Dynamic Response Services

The suite of Dynamic Response Services - Dynamic Containment (DC), Dynamic Moderation (DM), and Dynamic Regulation (DR) - are a significant portion of battery revenues. Assets bid into these services day-ahead with results published by ESO. We use the published clearing price and contracted volume for each asset to determine revenues for each asset, from each of the Dynamic Response Services.

Imbalance payments

By providing frequency response, batteries have to charge and discharge in response to deviations in grid frequency. This energy has to be bought or sold at the system price (also known as the imbalance, or cashout price). To calculate Imbalance payments, we estimate the volume of energy required to deliver the service by comparing against 1 Hz frequency data. This dataset is published at the end of the month, so whilst we wait for this dataset we estimate the energy required using the 1 Hz frequency for the equivalent time period last year.

Balancing Mechanism registered units (BMUs) receive ABSVD payments/charges, which cover the cost/revenue from exporting/importing energy whilst delivering Dynamic Response Services. As such, we don't show any Imbalance payments for BMUs, because they're entirely recovered through ABSVD, and therefore have no impact on the net revenue of an asset.

For Non-BMUs, we show the imbalance payments assets must make to deliver each service. These are particularly high for the services which have a high throughput - ie Dynamic Regulation.

State of charge management

Delivering frequency response causes a battery to charge or discharge, changing its state of charge. This is managed by the battery operator, who must ensure it can continue to deliver the service it is contracted for.

We assume that enough energy is bought or sold for managing state of charge in each settlement period so that there is no impact on the asset's state of charge from delivering frequency response across the settlement period.
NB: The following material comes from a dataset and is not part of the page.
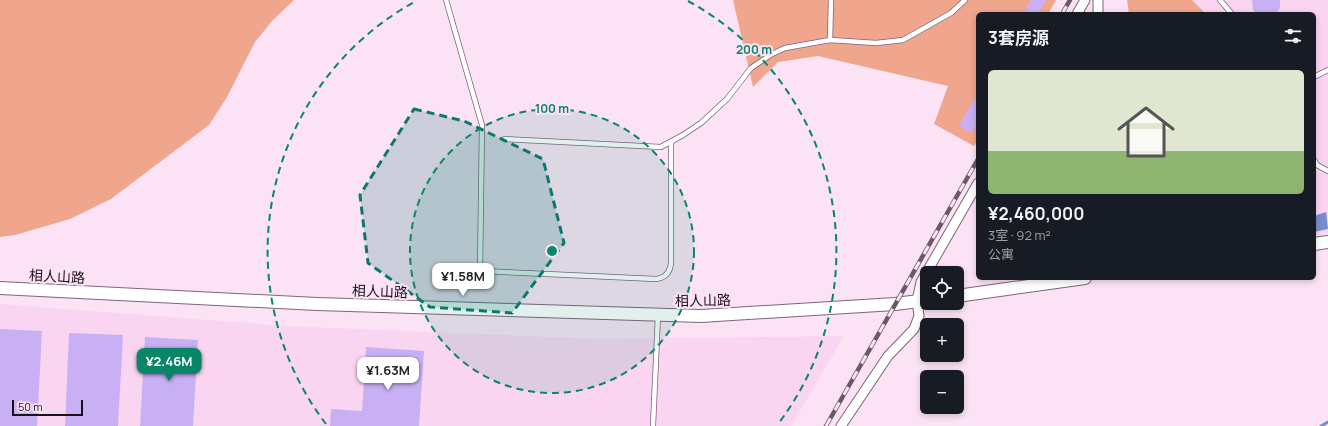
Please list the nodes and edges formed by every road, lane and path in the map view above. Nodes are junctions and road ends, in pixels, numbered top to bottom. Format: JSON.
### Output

In other words - the volume of energy calculated for imbalance payments is equal to the energy used for state of charge management.

However, importing and exporting energy from a battery is not 100% efficient. We assume import efficiencies of 85% and export efficiencies of 99%. Therefore, to maintain a steady state of charge while the battery is performing high frequency response (i.e., importing energy), the battery must also export energy. We assume it exports, or sells, 0.85 times the energy it imports as a result of doing high Dynamic Response services. When performing low frequency response (i.e., exporting energy), the battery imports energy to manage state of charge. We assume it imports, or buys, 1/0.99 times the energy it exports as a result of doing high Dynamic Response services.

For non-BMUs, we assume this energy is bought and sold on the imbalance market at the system price, and this is shown in the revenue breakdown for each asset.

For BMUs, state-of-charge management activities are reported under physical notifications, as units must notify the control room 1 hour ahead of delivery what their power output will be. So, we assume BMUs trade energy for state of charge management on the wholesale market. We do not show a state of charge management revenue item for BMUs in the Benchmark as they fall within the wholesale revenues.

Performance penalties

Assets contracted to provide Dynamic Response Services are subject to performance monitoring. Failure to deliver services in line with the service requirements results in fines levied against the operator. As there exists no publicly available data on performance penalties, we cannot include these penalties in the Benchmark.